Hz. Musa: -Saadet; nefsi, Firavun'un tutkuları gibi tutkulardan kurtarmaktadır.
Hz. Adem: -Saadet; şeytana ve Havva'ya uymamaktadır.
Konfüçyüs: -Bir tencere pirinç pilavına bütün lezzetleri sığdırmaktadır.
Platon: -Daima yüce şeyleri düşünmektedir.
Aristo: -Mantık! İşte saadet!
Zerdüşt: -Saadet, karanlıkta kalmamaktadır.
Brahma: -Saadet mi? Zannedilen şeyin aksidir.
Hz. İsa: -Saadet; Maziyi unutmak, içinde bulunulan anı iyi değerlendirmek, geleceği düşünmemekle mümkündür.
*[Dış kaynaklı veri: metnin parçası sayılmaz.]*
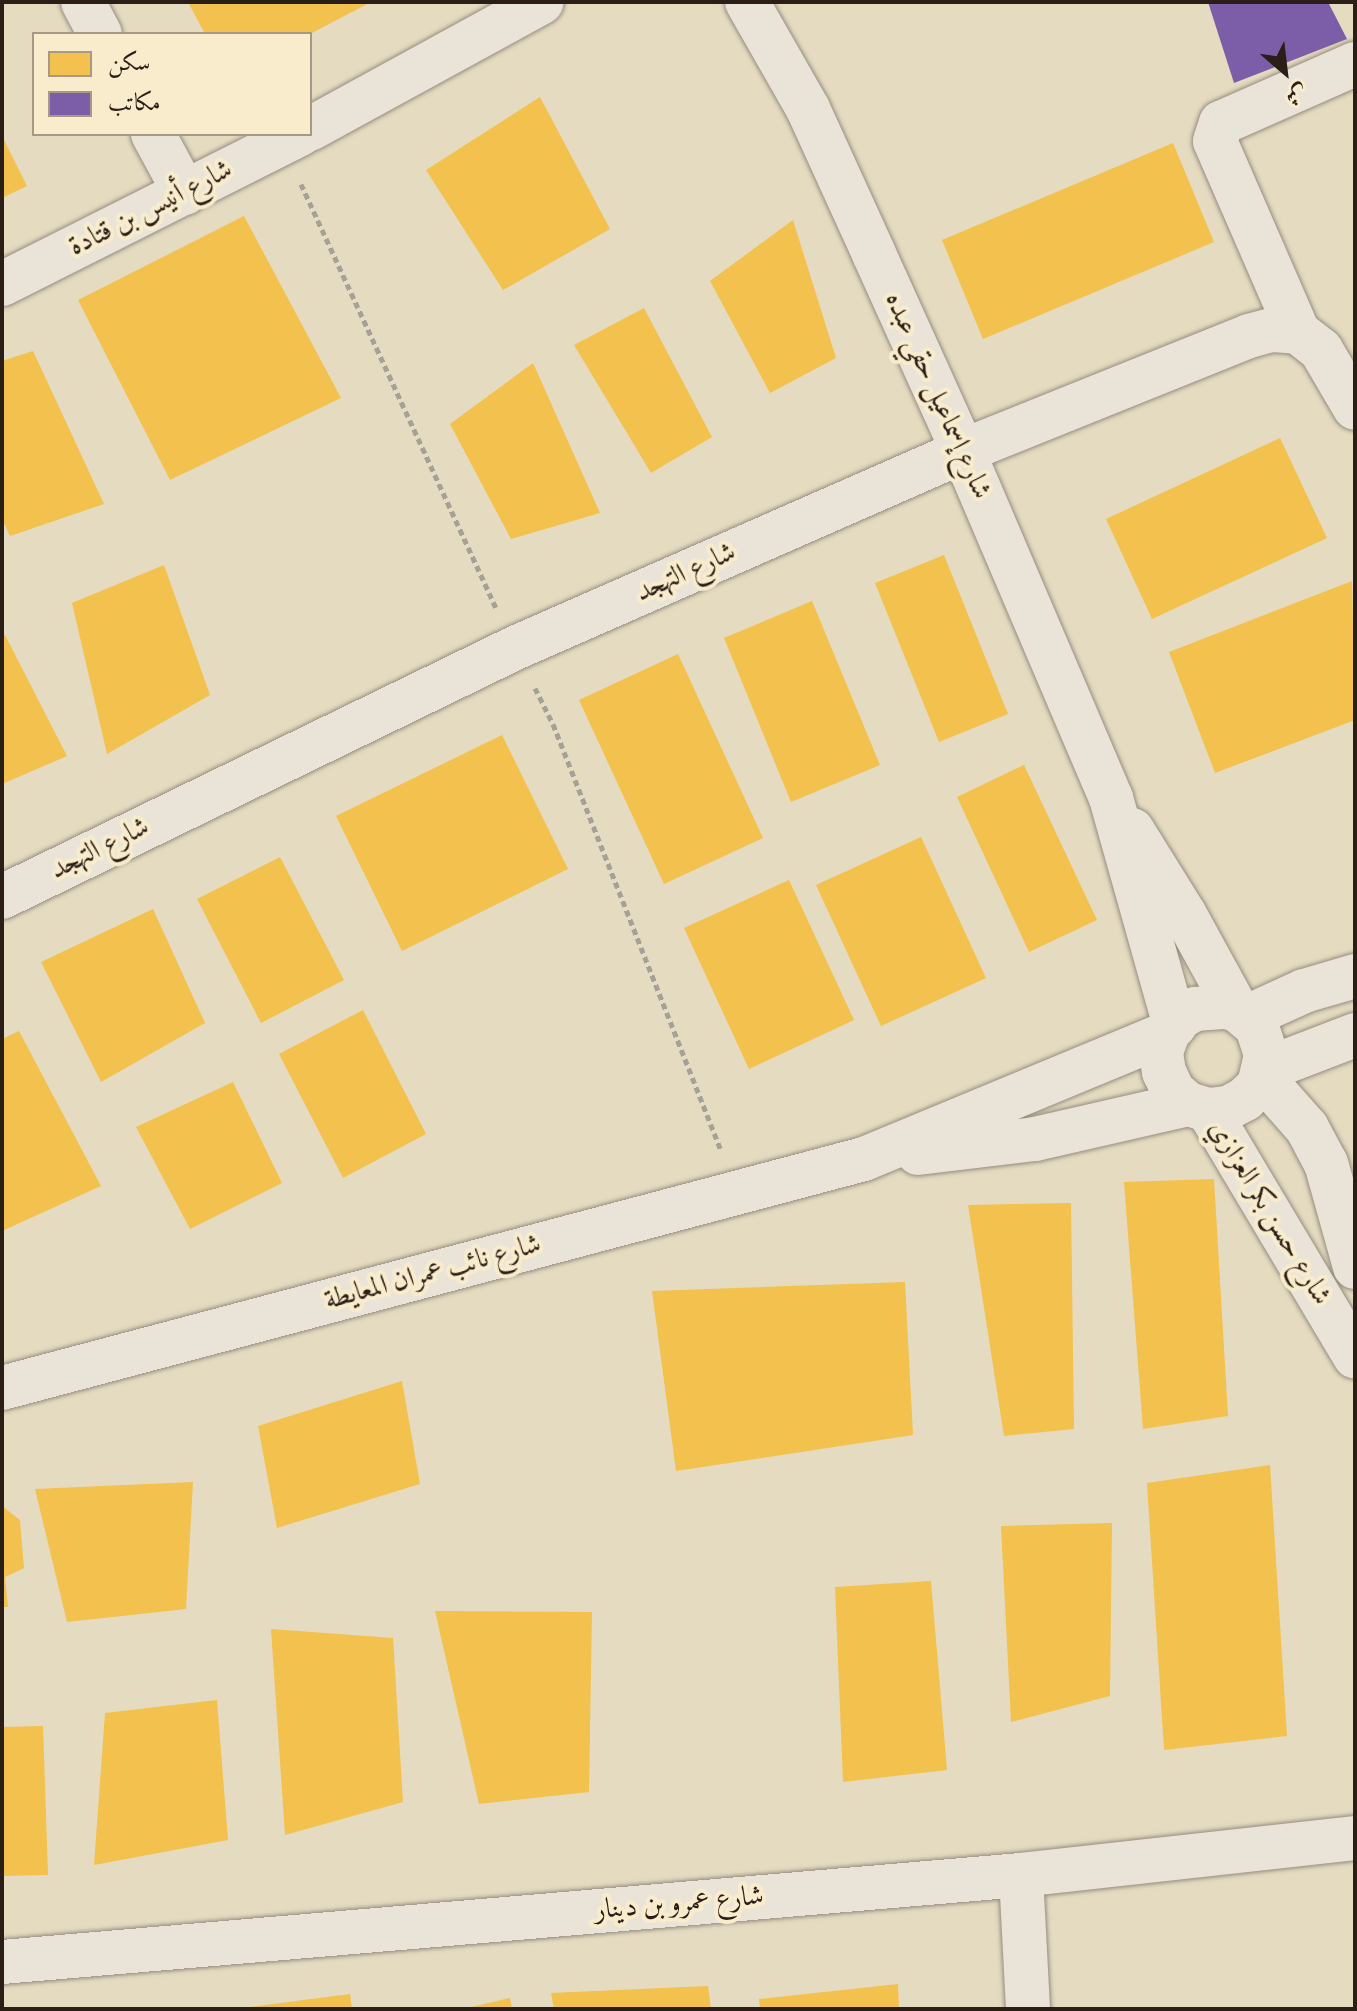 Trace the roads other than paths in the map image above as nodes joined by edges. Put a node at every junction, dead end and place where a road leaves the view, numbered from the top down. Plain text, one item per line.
1 (83, 2) edge
2 (542, 2) edge
3 (747, 2) edge
4 (99, 32) edge
5 (1355, 64) edge
6 (312, 128) edge
7 (154, 136) edge
8 (296, 136) edge
9 (185, 193) junction
10 (2, 284) edge
11 (1298, 332) junction
12 (1355, 408) edge
13 (963, 451) junction
14 (1111, 798) junction
15 (2, 897) edge
16 (1355, 976) edge
17 (1242, 1014) junction
18 (1171, 1029) junction
19 (1355, 1035) edge
20 (1263, 1073) junction
21 (1198, 1107) junction
22 (864, 1159) junction
23 (1355, 1267) edge
24 (1355, 1357) edge
25 (2, 1388) edge
26 (1355, 1838) edge
27 (1021, 1875) junction
28 (2, 1962) edge
29 (1028, 2009) edge

1 - 4 street
2 - 6 street
3 - 13 street, شارع إسماعيل حقي عبده
5 - 11 street
7 - 9 street
8 - 9 street, شارع أنيس بن قتادة
9 - 10 street, شارع أنيس بن قتادة
11 - 12 street
11 - 13 street, شارع التهجد
13 - 14 street, شارع إسماعيل حقي عبده
13 - 15 street, شارع التهجد
14 - 17 street, شارع إسماعيل حقي عبده
14 - 18 street, شارع إسماعيل حقي عبده
16 - 17 street
17 - 18 street
17 - 20 street
18 - 21 street
18 - 22 street, شارع نائب عمران المعايطة
19 - 20 street
20 - 21 street
20 - 23 street, شارع حسن بكر العزازي
21 - 22 street, شارع نائب عمران المعايطة
21 - 24 street, شارع حسن بكر العزازي
22 - 25 street, شارع نائب عمران المعايطة
26 - 27 street, شارع عمرو بن دينار
27 - 28 street, شارع عمرو بن دينار
27 - 29 street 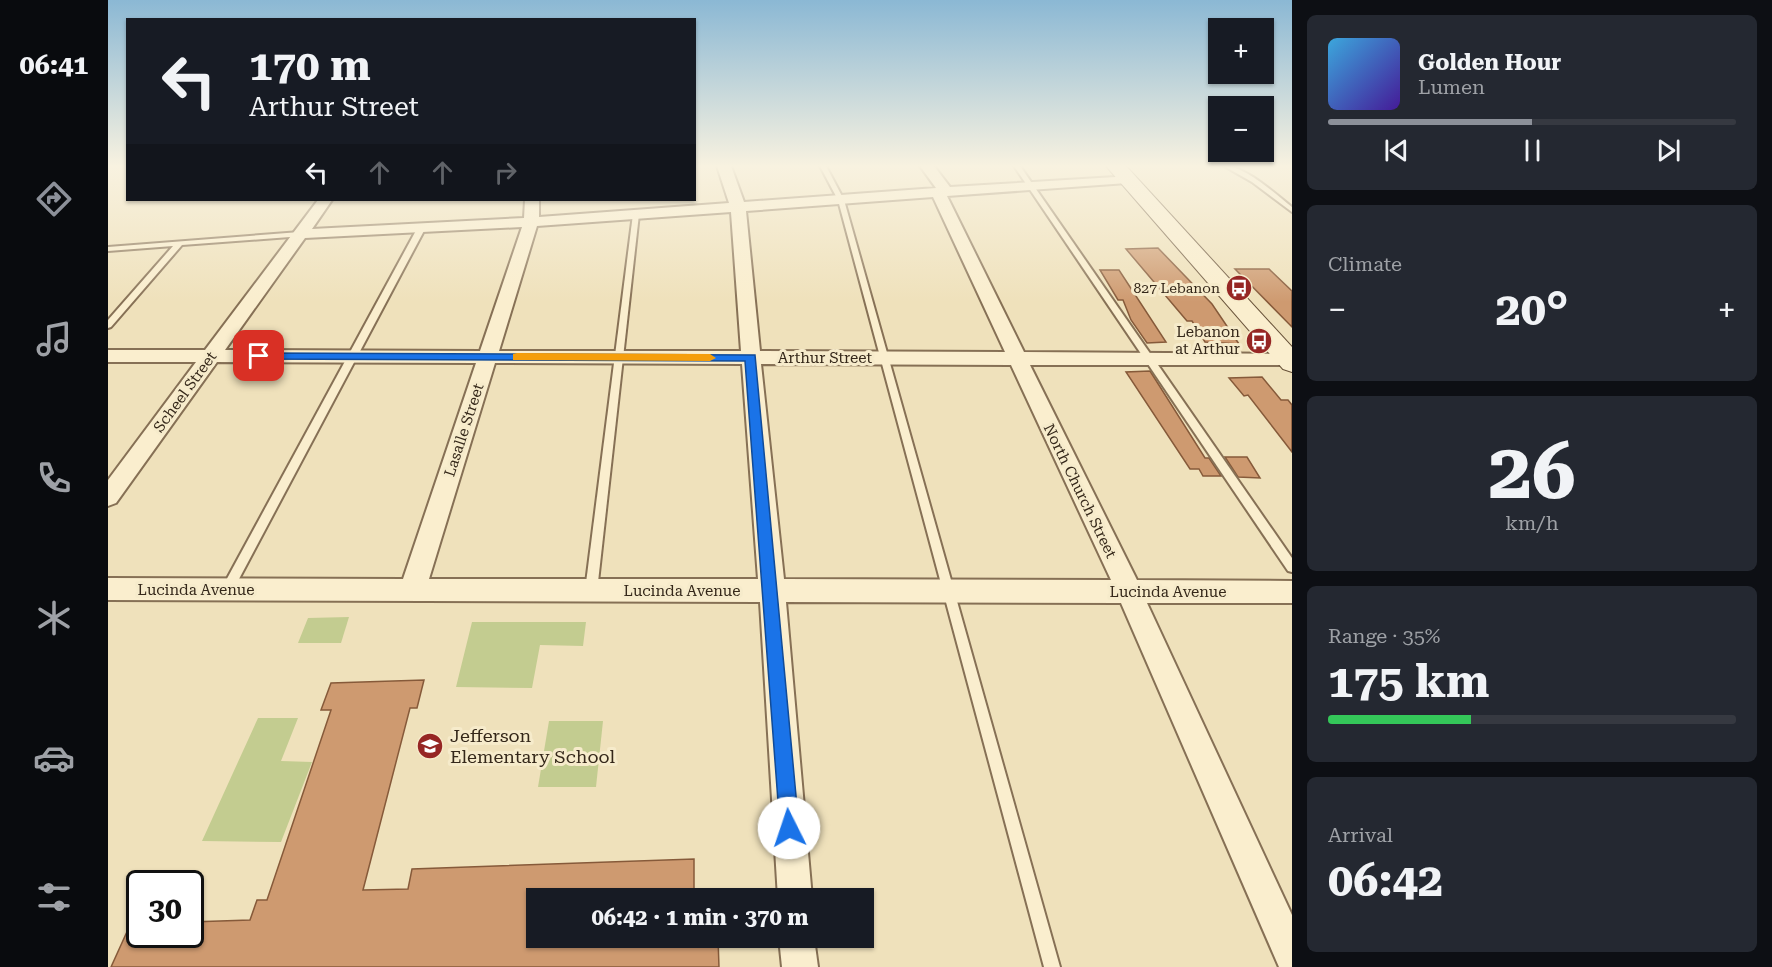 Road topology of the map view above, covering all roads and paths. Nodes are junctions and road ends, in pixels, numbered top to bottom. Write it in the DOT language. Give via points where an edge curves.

Lokman Hekim: -İnsanlar bu kelimeyi bütün dertlerini bir sözle ifade etmek için icat etmişlerdir.
Hızır Aleyhisselâm: -Saadet, tutkuların giremediği gönüllerde aniden görülen bir hayalettir. Bu sözler üzerine Buda öfke ile ayağa kalkıp:
-Ey Beşeriyet! Saadet, yok olmanın güzel isimlerinden biridir. Nirvana! Ey Beşeriyet! Nirvana! dedi.